Companies could bring back as much as $400 billion, according to one estimate, as they take advantage of a one-time cut for repatriation of earnings and cash held overseas written into the GOP tax overhaul. That typically requires them to sell foreign holdings and buy assets denominated in dollars, which could boost the U.S. currency.
Gauging the dollar’s trajectory is crucial to both investors and corporations. The currency’s climb over the past several years has been blamed for pressuring profits among U.S. multinational companies and making exporters’ goods less competitive abroad.
Its trajectory also influences prices for raw materials like oil, copper and gold, which are denominated in dollars and become more expensive to foreign investors when the dollar rises.

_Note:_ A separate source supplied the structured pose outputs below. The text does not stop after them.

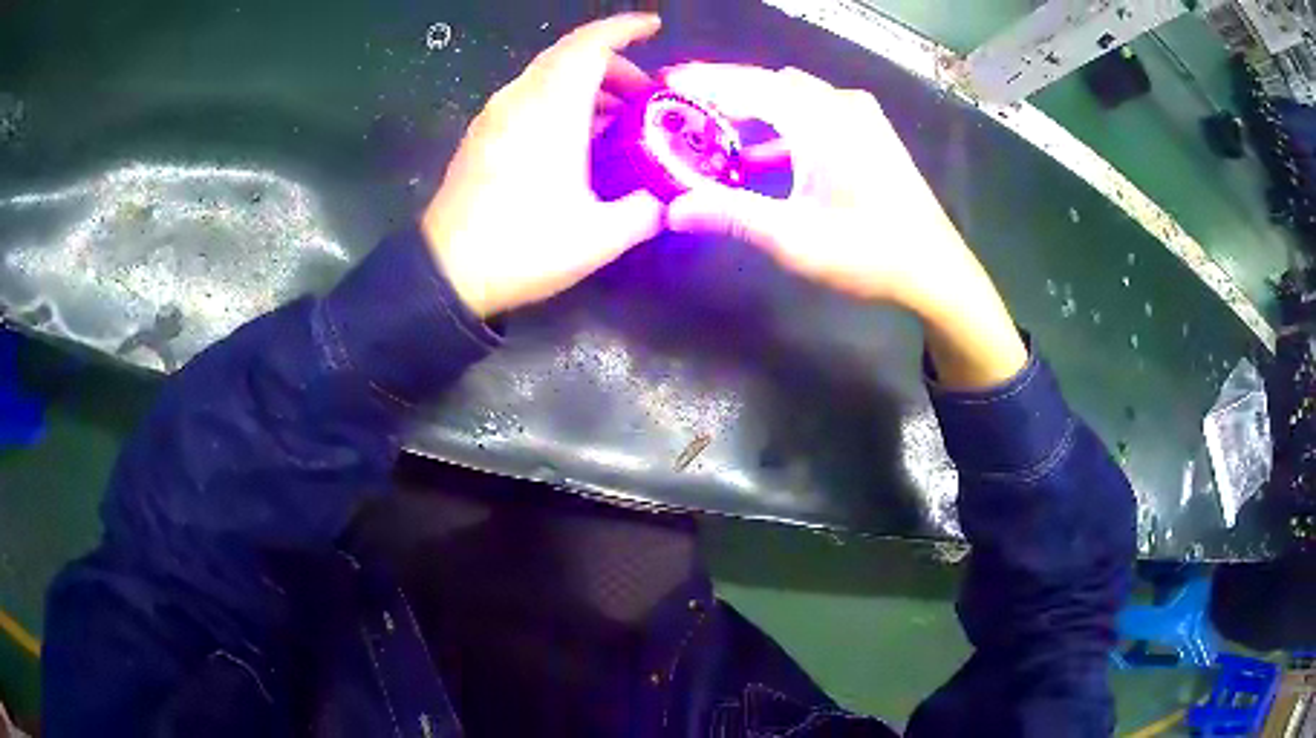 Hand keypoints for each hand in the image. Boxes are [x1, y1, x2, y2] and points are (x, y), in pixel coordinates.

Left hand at [421, 14, 663, 318]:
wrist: (446, 273)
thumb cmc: (523, 247)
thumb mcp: (599, 237)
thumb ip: (645, 211)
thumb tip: (666, 202)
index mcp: (551, 108)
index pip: (590, 45)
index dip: (624, 29)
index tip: (653, 27)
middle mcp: (520, 99)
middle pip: (570, 56)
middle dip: (614, 65)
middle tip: (645, 95)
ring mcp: (495, 116)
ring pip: (547, 76)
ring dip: (587, 85)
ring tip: (618, 118)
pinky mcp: (481, 135)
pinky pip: (528, 98)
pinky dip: (560, 101)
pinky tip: (577, 138)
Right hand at [663, 64, 1026, 387]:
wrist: (936, 270)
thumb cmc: (868, 252)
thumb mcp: (793, 237)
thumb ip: (731, 215)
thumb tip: (671, 210)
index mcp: (821, 120)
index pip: (750, 83)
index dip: (704, 80)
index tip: (666, 82)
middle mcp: (841, 105)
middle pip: (770, 83)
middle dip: (726, 90)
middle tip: (684, 106)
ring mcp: (861, 117)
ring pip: (794, 97)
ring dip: (755, 108)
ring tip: (716, 128)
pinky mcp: (871, 134)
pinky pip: (816, 113)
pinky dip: (784, 125)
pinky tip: (763, 156) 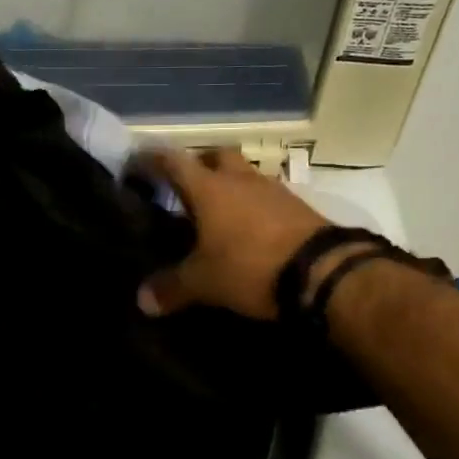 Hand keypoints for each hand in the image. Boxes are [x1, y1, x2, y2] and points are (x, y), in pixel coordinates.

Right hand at [134, 146, 328, 319]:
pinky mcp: (299, 207)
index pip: (173, 161)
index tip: (136, 162)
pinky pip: (268, 197)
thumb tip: (141, 301)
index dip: (152, 159)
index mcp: (209, 189)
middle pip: (216, 156)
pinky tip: (251, 229)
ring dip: (230, 185)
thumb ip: (171, 288)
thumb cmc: (250, 266)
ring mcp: (273, 190)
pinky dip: (254, 206)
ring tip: (218, 211)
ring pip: (245, 175)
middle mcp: (240, 180)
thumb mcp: (204, 282)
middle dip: (199, 165)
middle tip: (186, 185)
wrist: (322, 271) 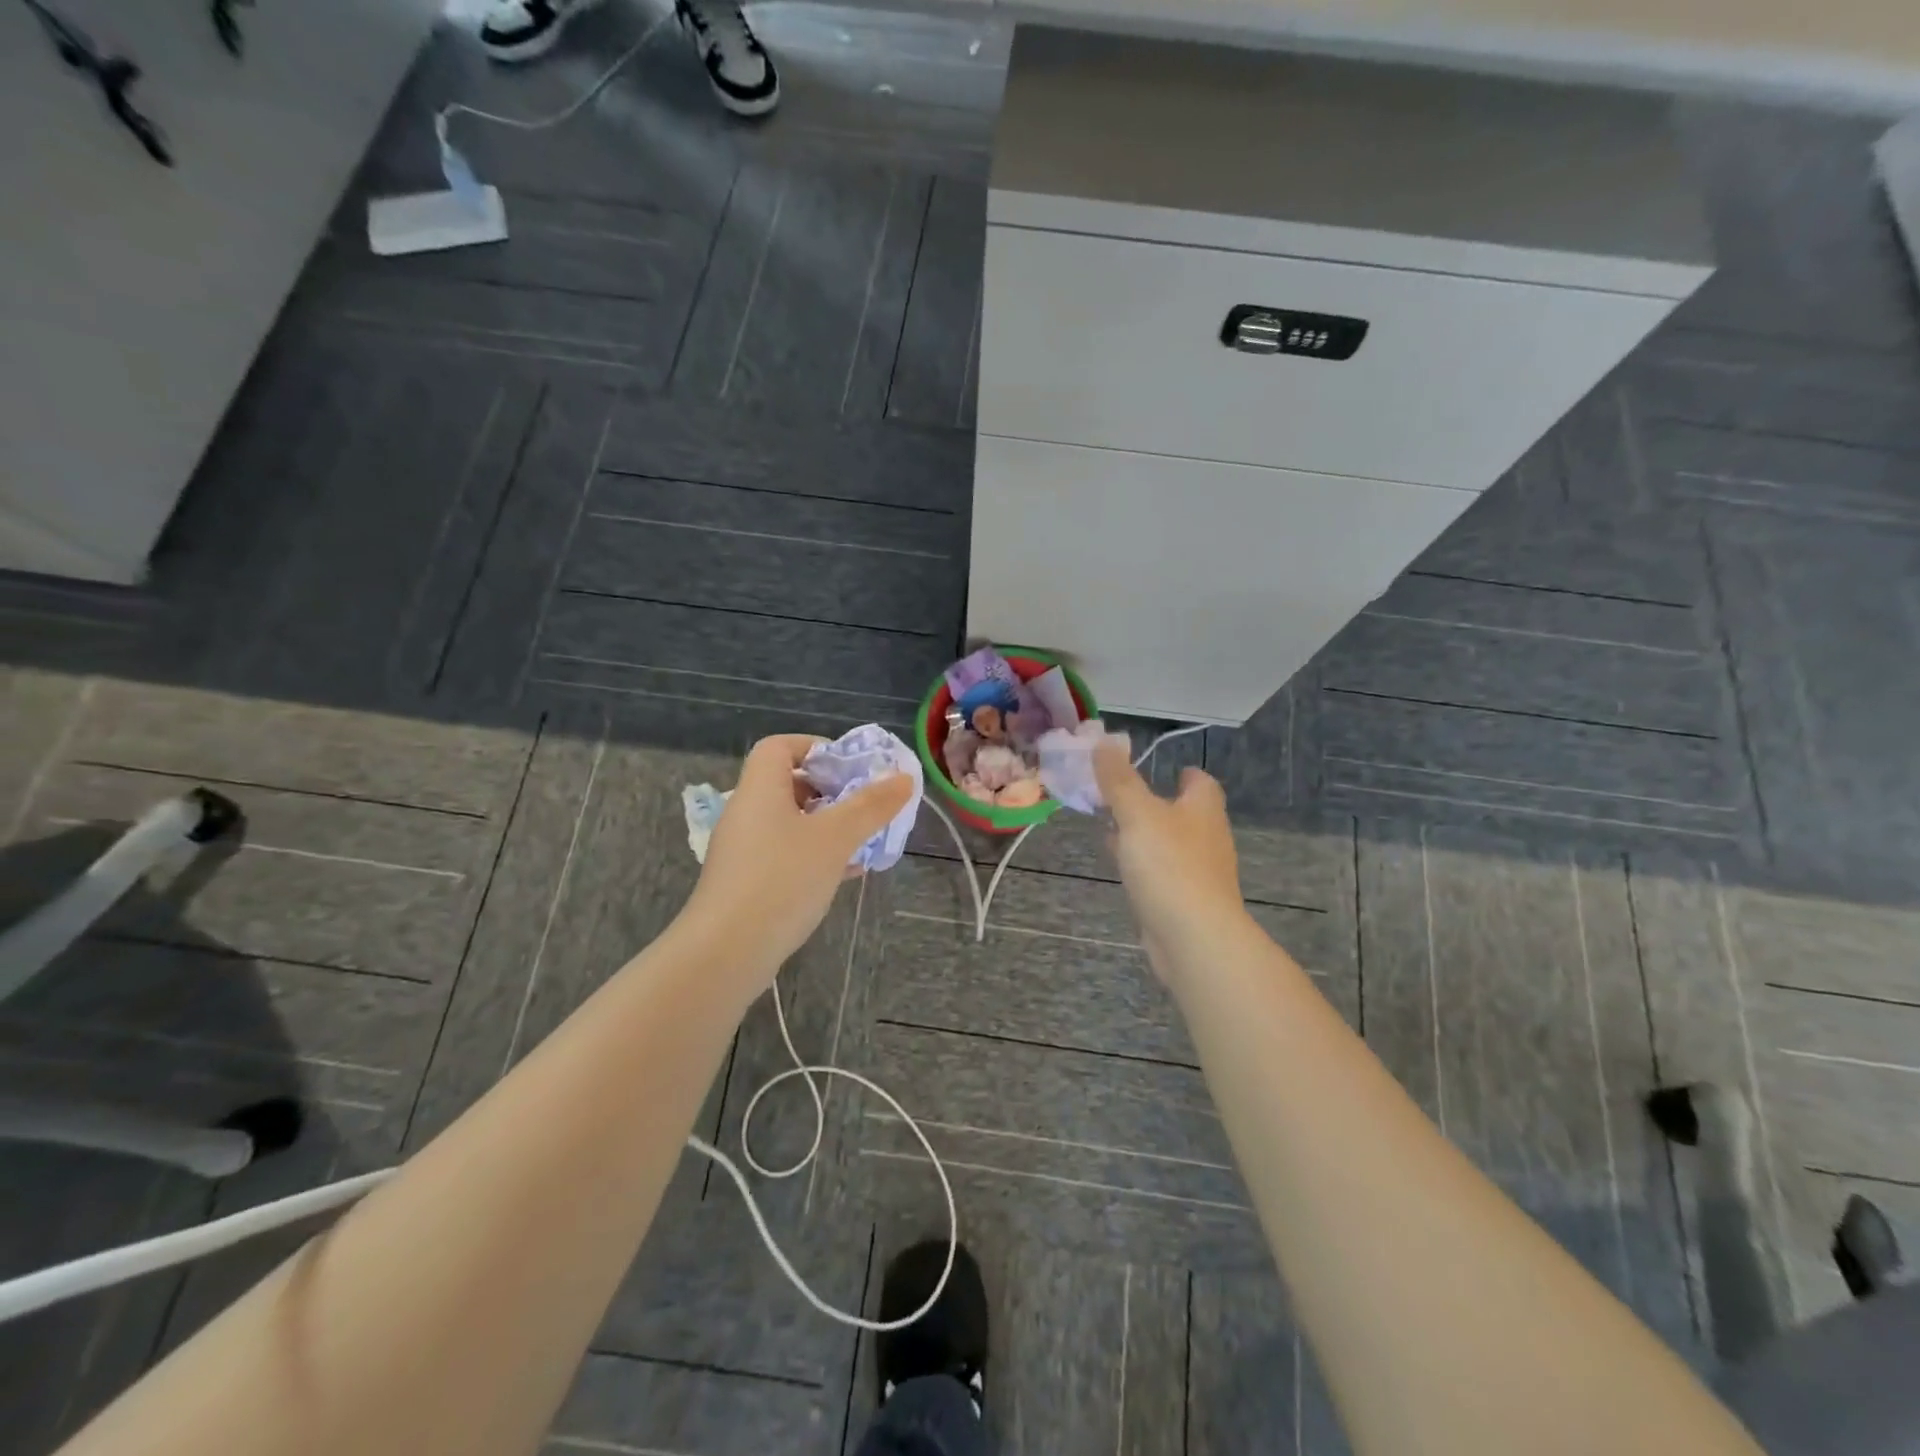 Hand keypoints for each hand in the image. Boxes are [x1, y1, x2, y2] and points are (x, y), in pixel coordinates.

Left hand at [684, 735, 913, 979]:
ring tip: (864, 840)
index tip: (850, 768)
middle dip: (832, 791)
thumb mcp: (835, 838)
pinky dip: (816, 854)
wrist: (726, 953)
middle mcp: (747, 812)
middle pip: (789, 783)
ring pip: (792, 822)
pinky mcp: (747, 882)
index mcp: (761, 789)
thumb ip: (871, 806)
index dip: (816, 747)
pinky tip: (845, 874)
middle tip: (865, 805)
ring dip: (829, 826)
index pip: (780, 746)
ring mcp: (745, 850)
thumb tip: (903, 778)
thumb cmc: (781, 880)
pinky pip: (786, 854)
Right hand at [1094, 741, 1252, 983]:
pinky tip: (1122, 868)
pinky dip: (1144, 865)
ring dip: (1145, 835)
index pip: (1200, 782)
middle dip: (1156, 804)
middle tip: (1120, 797)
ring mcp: (1199, 873)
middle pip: (1184, 813)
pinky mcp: (1186, 901)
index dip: (1182, 773)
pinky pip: (1163, 874)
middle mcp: (1207, 838)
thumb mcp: (1137, 814)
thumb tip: (1103, 741)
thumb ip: (1119, 779)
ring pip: (1170, 844)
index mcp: (1203, 810)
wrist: (1194, 938)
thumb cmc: (1169, 866)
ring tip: (1111, 830)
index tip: (1158, 769) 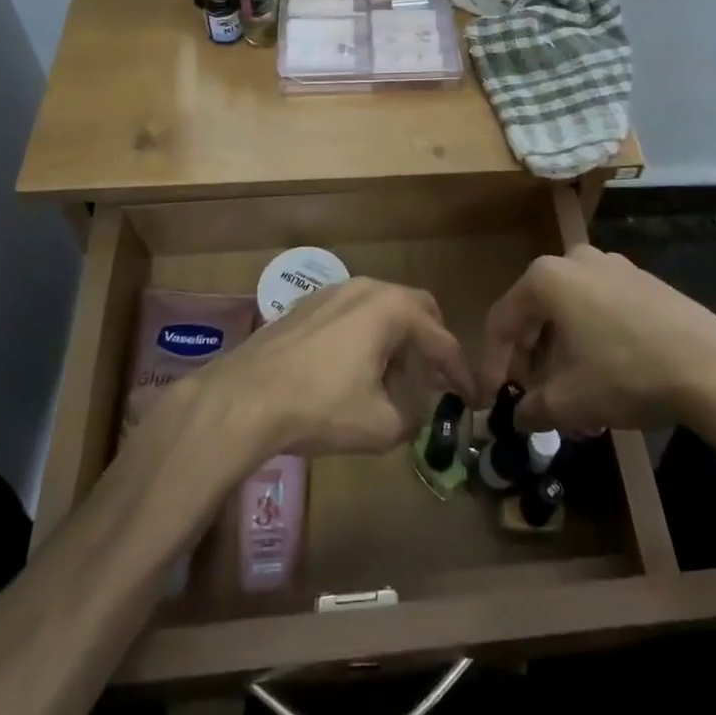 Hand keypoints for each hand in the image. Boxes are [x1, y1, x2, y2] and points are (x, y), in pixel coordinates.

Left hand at [202, 278, 474, 459]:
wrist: (246, 396)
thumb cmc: (321, 406)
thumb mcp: (379, 426)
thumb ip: (411, 419)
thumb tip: (414, 414)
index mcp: (391, 309)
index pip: (440, 339)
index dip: (459, 371)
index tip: (470, 397)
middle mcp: (367, 289)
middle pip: (416, 309)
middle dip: (431, 342)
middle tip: (435, 378)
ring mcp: (334, 291)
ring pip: (382, 309)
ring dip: (397, 340)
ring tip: (393, 380)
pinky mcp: (308, 304)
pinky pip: (354, 313)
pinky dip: (368, 336)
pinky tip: (354, 369)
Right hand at [477, 246, 715, 444]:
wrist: (712, 366)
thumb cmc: (626, 374)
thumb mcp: (570, 401)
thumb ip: (533, 408)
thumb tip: (518, 417)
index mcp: (546, 278)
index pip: (502, 321)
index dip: (493, 364)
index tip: (492, 400)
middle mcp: (574, 260)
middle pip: (535, 311)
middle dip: (529, 358)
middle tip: (531, 396)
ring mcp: (613, 265)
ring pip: (569, 310)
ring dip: (560, 351)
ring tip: (569, 393)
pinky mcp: (643, 280)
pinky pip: (600, 307)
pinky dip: (590, 338)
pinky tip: (603, 374)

Many investors expected the dollar to strengthen in 2017, boosted by the Trump administration’s fiscal-stimulus and infrastructure-spending pledges. Instead, the currency as of Friday had fallen nearly 7% against its peers, as key White House initiatives stalled.
“There should be some kind of boost to the dollar” from the tax plan, said Lee Ferridge, head of macrostrategy for North America at State Street Global Markets. “But I will be using that as a selling opportunity.”